**TASK**
Go to the line below that has "middle mcp: (588, 290)", print it and each line after it exactly, and stop after the line that has "index mcp: (862, 727)"; leave out pictures.

**Per-instance keypoint data**
○ ○ ○

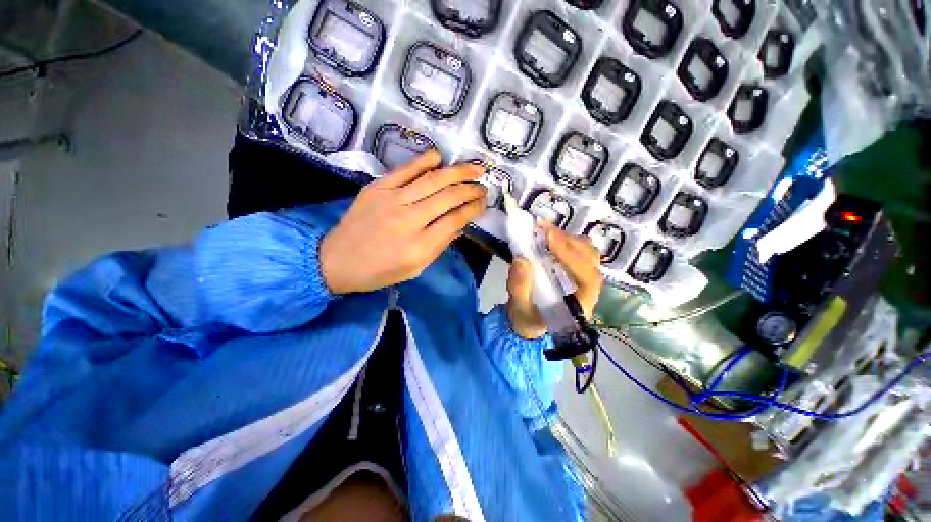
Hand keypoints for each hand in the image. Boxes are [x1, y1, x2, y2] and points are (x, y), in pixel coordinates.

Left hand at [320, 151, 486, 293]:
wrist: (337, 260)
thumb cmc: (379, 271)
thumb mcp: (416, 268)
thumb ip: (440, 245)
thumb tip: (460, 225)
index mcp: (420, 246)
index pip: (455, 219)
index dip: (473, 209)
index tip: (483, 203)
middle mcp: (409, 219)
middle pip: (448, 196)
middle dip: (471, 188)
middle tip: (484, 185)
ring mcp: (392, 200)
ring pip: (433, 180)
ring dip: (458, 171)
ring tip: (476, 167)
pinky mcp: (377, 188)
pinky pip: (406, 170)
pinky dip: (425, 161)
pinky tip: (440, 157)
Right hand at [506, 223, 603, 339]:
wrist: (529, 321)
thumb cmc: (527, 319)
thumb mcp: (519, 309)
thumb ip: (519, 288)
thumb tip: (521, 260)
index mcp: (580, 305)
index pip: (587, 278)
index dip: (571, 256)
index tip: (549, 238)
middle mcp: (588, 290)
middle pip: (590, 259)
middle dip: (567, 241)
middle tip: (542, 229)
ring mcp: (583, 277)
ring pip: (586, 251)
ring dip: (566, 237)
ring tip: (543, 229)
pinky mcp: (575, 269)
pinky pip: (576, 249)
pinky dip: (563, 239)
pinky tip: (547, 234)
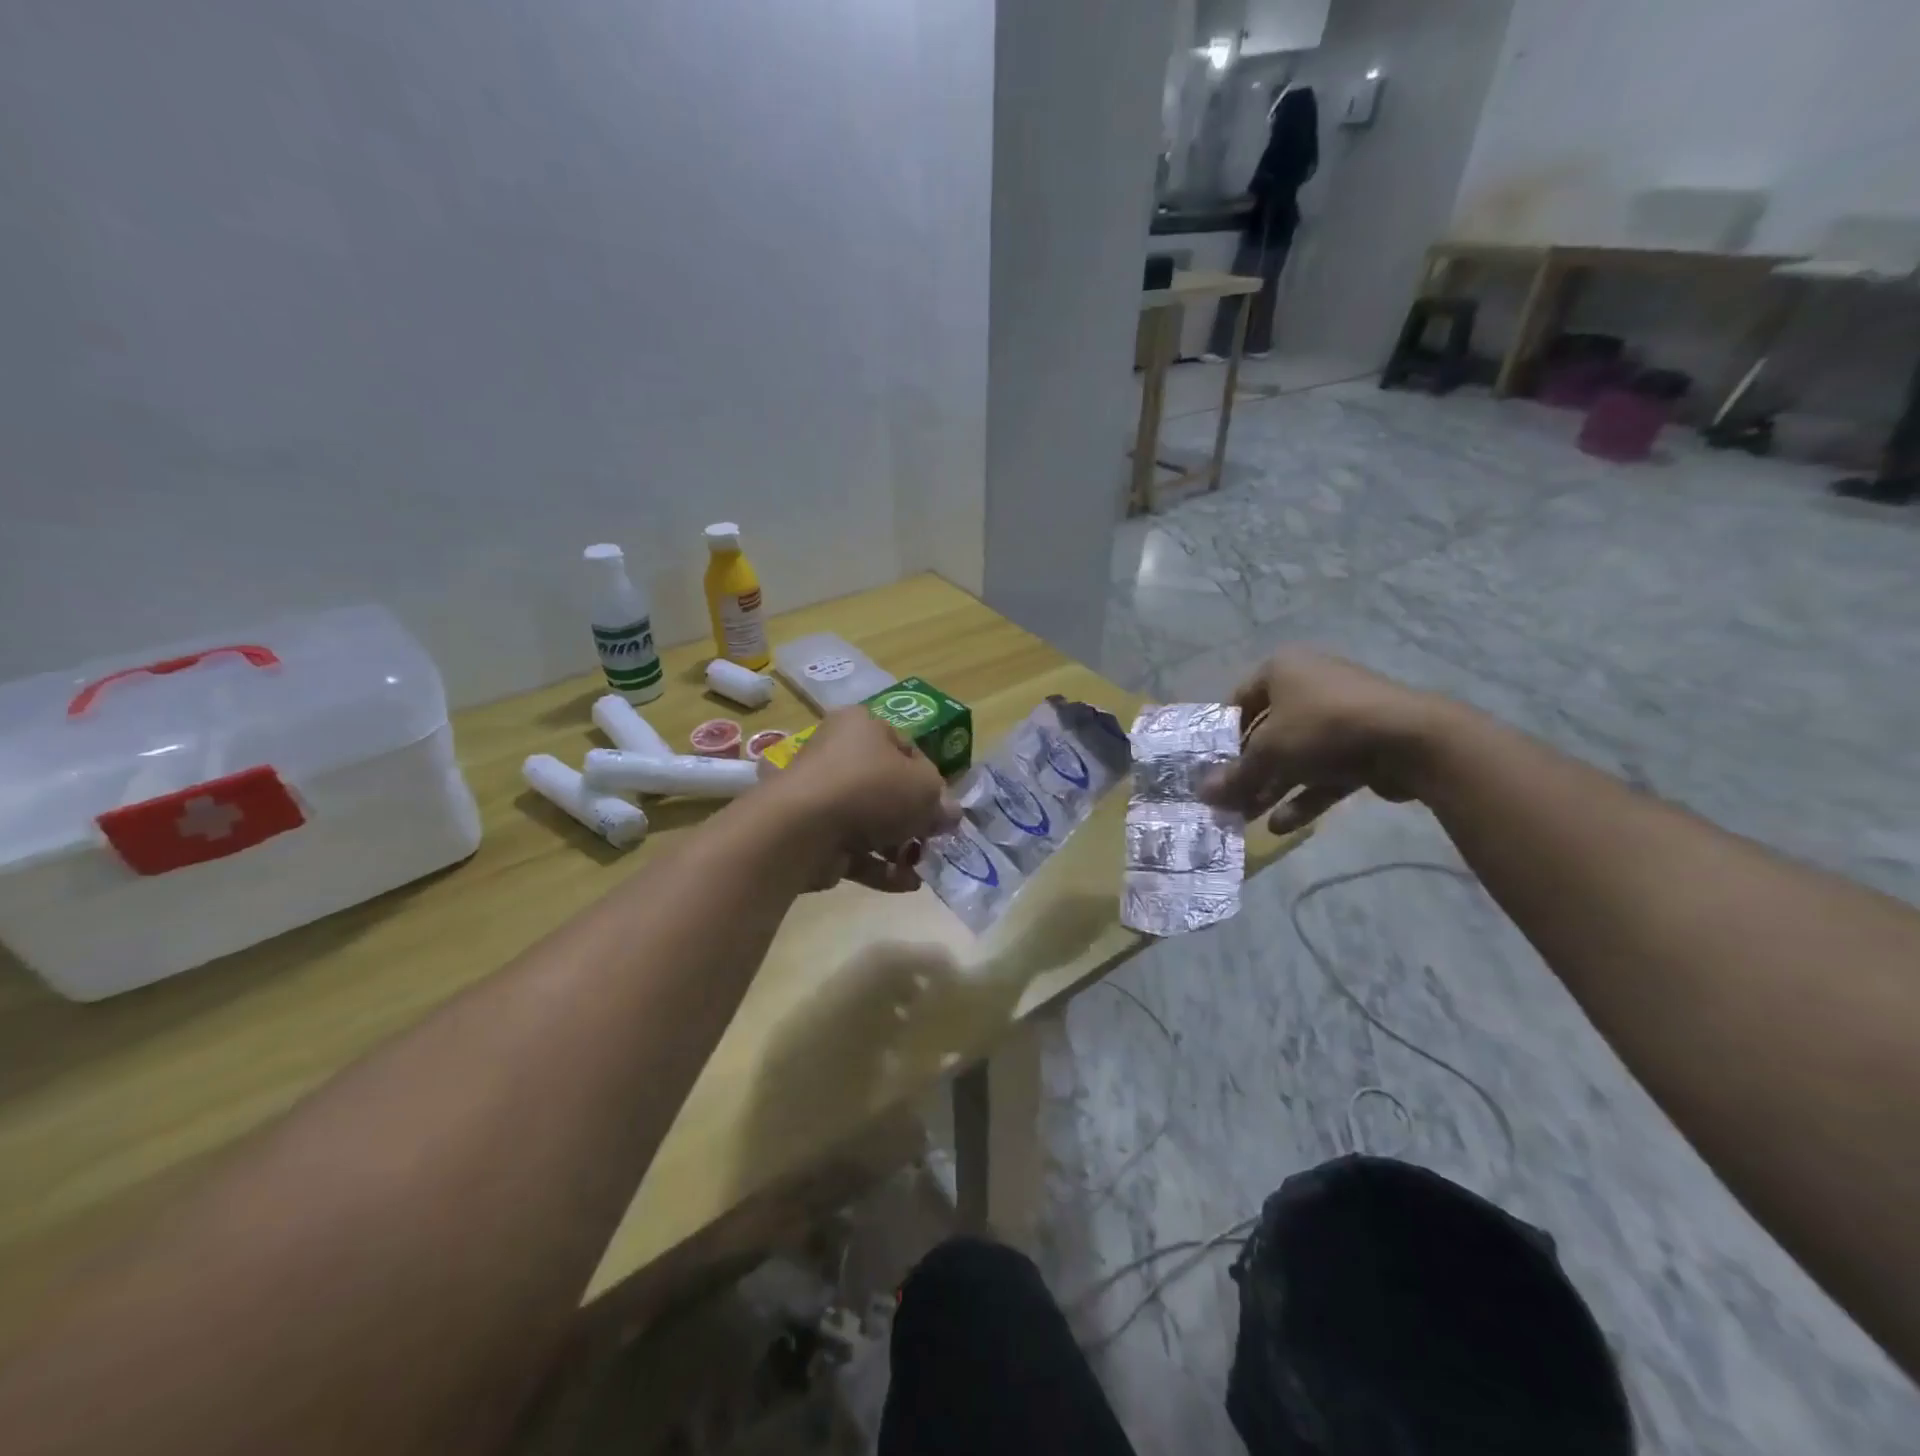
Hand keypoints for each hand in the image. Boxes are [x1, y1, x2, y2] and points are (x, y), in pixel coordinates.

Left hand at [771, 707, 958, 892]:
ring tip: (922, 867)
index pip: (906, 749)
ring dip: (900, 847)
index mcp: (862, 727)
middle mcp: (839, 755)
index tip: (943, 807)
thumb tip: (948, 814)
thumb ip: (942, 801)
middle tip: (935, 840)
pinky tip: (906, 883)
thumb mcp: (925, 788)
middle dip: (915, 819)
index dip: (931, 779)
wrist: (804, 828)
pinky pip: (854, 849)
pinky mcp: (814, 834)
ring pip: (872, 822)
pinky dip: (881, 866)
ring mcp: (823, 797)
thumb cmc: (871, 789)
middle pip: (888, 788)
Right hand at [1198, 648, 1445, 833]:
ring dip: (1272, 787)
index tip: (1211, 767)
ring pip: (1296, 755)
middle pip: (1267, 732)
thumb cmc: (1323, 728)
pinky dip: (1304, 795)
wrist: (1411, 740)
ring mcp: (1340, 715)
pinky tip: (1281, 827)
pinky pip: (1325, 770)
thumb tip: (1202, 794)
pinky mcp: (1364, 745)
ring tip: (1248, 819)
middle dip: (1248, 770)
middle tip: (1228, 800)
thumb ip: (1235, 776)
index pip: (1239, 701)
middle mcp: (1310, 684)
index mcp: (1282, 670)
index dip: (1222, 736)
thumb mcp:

○ ○ ○

**SOLVED PROBLEM**
middle mcp: (588, 290)
middle pip: (590, 259)
middle dip: (567, 241)
middle tip: (542, 229)
ring mcp: (583, 277)
ring pip: (586, 251)
ring dip: (566, 237)
ring tip: (543, 229)
pinky mcp: (575, 269)
pinky pip: (576, 249)
pinky dip: (563, 239)
pinky tip: (547, 234)
Hand keypoints for each hand in the image. Boxes are [x1, y1, x2, y2] and points are (x, y), in pixel coordinates.

Left hand at [771, 707, 958, 892]:
ring tip: (922, 867)
index pip: (906, 749)
ring dip: (900, 847)
index mcp: (862, 727)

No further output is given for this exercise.